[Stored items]
———

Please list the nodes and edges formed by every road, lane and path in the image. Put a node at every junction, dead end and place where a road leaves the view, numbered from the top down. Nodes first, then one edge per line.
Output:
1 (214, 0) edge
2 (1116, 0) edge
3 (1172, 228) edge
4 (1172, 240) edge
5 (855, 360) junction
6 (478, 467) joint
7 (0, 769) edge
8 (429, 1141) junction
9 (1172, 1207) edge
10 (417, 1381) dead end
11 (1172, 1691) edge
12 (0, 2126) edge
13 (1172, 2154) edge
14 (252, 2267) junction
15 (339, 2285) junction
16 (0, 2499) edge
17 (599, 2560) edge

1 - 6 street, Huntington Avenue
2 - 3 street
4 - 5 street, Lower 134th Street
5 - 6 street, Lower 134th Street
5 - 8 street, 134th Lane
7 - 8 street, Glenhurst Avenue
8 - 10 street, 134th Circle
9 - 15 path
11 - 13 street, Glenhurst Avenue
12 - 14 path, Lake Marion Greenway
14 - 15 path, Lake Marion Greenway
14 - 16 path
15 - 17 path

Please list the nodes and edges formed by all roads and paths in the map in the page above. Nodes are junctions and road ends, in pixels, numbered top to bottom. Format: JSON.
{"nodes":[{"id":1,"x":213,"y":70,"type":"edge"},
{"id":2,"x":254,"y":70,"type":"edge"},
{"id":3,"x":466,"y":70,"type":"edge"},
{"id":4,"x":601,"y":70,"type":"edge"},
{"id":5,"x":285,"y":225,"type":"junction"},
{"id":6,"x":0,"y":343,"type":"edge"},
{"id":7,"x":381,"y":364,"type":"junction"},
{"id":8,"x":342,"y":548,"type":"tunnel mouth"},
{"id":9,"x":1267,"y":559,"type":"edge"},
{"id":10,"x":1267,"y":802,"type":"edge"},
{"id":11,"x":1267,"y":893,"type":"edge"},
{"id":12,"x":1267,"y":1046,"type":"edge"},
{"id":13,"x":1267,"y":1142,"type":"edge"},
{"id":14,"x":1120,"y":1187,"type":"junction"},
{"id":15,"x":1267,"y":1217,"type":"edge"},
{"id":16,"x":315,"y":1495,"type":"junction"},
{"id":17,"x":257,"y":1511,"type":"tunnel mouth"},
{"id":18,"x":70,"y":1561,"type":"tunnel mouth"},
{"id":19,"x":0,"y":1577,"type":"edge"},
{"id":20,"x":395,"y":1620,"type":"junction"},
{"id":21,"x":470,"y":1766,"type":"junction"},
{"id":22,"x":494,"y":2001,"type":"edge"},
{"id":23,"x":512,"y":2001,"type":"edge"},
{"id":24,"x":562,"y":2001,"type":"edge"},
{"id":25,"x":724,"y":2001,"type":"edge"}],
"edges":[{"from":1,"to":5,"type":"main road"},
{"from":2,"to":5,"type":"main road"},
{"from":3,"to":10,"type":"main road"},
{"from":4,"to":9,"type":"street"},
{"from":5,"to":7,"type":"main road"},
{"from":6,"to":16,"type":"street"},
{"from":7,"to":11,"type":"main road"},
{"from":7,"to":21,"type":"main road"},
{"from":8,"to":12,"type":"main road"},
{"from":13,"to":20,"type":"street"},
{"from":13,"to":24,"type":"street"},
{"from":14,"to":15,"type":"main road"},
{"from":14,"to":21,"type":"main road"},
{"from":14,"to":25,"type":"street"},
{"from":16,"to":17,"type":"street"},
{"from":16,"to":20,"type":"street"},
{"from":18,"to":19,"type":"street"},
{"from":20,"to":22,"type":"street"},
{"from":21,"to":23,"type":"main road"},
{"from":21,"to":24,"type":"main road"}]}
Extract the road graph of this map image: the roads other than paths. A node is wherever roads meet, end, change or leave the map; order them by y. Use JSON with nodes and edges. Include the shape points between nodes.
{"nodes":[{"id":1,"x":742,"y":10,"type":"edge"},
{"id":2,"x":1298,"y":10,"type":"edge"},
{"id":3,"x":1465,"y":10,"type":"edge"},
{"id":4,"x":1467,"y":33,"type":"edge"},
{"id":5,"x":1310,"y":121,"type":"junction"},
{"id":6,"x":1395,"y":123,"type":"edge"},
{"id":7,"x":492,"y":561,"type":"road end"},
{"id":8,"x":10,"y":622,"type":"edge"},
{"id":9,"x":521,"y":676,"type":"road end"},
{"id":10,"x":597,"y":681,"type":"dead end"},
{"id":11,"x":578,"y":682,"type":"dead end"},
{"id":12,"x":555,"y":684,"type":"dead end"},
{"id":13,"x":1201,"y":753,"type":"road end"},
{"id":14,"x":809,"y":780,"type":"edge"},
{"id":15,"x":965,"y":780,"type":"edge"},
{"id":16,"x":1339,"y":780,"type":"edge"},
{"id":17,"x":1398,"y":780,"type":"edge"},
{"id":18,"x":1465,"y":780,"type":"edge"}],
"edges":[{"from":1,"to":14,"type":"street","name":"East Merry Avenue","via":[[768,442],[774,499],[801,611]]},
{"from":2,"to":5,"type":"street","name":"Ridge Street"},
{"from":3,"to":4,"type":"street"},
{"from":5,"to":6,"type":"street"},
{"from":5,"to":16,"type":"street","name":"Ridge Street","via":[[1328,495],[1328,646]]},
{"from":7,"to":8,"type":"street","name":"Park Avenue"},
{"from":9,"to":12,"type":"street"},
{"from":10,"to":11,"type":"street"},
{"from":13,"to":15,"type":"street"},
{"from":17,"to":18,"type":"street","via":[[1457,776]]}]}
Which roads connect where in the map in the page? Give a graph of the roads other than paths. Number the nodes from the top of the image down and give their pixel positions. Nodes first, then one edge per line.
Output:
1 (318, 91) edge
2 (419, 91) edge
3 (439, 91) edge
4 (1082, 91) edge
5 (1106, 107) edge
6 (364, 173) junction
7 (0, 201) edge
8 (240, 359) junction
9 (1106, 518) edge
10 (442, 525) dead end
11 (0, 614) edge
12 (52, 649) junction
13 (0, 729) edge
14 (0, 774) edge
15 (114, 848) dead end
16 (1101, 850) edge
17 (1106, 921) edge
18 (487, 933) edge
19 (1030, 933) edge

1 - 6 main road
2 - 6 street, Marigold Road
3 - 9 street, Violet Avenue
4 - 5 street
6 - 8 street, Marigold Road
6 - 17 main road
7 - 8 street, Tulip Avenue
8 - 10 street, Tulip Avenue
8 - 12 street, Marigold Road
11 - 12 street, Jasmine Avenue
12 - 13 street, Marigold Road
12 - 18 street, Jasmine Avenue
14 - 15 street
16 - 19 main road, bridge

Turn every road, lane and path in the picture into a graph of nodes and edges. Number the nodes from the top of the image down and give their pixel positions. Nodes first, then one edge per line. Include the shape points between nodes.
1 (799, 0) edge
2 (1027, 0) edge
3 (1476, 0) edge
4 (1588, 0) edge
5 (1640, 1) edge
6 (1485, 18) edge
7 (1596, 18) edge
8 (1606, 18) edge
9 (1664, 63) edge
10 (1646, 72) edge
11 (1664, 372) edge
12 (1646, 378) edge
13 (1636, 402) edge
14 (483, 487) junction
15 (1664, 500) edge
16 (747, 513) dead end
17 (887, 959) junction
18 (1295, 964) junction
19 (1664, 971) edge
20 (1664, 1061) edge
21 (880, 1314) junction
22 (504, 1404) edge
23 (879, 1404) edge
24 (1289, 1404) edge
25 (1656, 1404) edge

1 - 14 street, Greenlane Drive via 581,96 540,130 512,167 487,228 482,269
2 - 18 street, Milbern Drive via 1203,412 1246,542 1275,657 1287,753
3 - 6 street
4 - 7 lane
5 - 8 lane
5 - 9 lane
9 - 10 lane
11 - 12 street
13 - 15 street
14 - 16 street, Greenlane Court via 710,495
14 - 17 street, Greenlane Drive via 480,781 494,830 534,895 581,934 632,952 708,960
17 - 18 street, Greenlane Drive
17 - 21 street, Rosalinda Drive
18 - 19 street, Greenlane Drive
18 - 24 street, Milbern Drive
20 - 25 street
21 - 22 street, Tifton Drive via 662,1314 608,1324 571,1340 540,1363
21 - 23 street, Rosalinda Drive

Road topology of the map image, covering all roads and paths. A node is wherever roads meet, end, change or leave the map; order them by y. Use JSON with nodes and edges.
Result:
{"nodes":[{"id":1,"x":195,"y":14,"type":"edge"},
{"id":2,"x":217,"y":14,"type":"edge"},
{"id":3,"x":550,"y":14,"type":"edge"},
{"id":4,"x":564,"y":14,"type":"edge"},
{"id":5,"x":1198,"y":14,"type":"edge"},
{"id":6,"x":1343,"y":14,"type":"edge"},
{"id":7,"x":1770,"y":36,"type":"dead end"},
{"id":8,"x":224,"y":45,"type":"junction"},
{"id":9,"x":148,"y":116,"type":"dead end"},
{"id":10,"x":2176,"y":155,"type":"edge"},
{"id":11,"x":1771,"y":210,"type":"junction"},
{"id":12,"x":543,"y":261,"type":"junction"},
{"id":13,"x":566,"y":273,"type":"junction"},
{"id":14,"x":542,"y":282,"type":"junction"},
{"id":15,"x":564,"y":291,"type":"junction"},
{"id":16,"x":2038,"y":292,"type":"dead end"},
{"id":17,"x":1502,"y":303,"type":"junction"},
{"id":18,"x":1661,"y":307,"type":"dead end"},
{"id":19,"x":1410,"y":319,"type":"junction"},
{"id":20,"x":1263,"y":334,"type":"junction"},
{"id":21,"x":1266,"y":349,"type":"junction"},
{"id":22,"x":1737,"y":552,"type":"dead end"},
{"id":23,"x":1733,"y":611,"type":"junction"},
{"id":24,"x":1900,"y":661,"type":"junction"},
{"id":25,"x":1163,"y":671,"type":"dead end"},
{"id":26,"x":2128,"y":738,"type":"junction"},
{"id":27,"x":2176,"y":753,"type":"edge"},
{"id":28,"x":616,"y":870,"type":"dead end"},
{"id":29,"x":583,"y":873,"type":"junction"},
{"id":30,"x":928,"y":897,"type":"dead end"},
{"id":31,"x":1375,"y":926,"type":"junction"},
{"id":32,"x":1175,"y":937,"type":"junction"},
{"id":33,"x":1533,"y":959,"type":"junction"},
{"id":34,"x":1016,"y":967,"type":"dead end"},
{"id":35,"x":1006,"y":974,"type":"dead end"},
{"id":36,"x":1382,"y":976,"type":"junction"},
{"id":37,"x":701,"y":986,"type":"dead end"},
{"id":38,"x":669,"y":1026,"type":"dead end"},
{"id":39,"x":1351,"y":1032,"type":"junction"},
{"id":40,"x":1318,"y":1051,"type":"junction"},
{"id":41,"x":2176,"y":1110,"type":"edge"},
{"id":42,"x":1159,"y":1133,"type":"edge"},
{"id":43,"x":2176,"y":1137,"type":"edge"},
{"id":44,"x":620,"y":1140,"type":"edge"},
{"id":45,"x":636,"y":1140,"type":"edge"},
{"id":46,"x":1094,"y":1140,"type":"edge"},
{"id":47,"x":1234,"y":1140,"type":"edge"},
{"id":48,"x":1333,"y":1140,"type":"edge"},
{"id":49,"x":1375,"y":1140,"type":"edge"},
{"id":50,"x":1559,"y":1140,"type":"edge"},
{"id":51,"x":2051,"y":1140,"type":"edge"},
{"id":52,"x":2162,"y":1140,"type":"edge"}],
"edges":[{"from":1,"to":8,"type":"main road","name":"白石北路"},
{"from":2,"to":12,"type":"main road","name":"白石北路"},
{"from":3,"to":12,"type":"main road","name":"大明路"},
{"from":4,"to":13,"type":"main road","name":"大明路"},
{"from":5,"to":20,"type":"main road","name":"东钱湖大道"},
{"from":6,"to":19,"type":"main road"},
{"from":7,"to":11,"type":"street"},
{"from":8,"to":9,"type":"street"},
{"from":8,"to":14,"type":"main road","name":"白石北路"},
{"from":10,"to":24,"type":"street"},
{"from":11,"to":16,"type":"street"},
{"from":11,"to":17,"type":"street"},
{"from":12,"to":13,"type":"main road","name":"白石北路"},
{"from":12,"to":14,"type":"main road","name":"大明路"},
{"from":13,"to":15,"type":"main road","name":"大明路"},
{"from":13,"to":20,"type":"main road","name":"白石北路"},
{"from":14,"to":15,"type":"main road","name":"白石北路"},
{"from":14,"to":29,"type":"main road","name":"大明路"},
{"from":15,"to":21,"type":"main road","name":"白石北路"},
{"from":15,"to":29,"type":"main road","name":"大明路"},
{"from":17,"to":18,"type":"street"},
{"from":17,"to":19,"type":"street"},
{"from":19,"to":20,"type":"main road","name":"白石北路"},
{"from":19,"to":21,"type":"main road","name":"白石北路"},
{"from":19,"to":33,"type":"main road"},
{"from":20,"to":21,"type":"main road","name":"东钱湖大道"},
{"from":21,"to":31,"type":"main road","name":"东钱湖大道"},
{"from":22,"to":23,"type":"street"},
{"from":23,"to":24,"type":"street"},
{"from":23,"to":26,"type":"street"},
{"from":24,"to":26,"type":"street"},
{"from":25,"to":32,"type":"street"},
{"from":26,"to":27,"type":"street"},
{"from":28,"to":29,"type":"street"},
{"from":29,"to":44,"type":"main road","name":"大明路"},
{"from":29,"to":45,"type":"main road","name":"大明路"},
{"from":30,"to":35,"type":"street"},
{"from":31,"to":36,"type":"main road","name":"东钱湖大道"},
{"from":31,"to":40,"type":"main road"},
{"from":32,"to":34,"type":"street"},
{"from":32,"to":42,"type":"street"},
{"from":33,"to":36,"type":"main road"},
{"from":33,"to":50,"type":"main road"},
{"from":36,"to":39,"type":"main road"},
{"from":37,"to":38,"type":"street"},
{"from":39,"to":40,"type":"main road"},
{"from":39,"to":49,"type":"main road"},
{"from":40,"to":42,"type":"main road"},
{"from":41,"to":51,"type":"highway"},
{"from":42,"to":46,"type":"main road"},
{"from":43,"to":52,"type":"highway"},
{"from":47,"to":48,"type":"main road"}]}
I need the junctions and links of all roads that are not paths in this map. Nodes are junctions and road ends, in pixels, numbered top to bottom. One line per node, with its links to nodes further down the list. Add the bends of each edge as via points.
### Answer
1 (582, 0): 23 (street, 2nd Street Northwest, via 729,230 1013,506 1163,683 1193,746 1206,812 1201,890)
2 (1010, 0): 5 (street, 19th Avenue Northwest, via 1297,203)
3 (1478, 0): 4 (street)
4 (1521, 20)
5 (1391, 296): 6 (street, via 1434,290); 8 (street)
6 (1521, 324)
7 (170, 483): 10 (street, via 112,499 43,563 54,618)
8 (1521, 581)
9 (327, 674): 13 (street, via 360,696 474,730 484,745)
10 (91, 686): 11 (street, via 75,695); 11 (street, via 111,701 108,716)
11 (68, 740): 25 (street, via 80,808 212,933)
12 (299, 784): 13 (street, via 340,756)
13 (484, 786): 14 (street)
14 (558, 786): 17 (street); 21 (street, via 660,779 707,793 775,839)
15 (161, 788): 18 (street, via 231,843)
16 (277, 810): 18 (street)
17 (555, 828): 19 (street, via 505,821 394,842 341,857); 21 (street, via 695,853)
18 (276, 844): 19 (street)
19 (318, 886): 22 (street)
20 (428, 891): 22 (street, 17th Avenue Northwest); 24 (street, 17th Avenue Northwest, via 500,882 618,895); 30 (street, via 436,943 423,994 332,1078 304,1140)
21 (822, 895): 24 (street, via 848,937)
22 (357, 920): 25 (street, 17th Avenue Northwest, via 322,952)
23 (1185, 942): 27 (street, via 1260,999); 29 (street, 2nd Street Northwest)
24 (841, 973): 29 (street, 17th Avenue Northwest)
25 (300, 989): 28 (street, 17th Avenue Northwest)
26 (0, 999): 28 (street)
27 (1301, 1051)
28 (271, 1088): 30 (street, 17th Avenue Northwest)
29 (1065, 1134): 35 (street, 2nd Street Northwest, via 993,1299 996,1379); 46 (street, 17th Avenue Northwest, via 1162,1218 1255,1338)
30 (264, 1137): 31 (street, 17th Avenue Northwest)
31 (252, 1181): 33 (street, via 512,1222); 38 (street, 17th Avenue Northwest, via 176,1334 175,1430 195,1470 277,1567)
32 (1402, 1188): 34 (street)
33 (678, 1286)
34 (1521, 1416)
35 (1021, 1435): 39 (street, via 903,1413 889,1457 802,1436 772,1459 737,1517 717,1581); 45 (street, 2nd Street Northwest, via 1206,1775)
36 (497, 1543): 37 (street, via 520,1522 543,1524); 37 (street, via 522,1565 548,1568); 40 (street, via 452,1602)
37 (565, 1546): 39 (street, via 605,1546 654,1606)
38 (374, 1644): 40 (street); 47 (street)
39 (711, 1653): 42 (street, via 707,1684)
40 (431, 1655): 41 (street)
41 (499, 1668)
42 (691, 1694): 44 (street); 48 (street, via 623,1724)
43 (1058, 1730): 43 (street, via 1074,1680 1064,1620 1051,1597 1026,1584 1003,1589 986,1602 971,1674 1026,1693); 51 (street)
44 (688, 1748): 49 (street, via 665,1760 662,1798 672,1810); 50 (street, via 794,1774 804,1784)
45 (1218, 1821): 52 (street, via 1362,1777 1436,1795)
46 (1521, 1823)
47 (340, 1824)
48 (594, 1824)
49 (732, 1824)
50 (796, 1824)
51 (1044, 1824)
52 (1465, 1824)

———

» **What you should do**
Tell how many lines in the entries above include the word "junctions", and respond with the number alone.

» **Output of the exercise**
2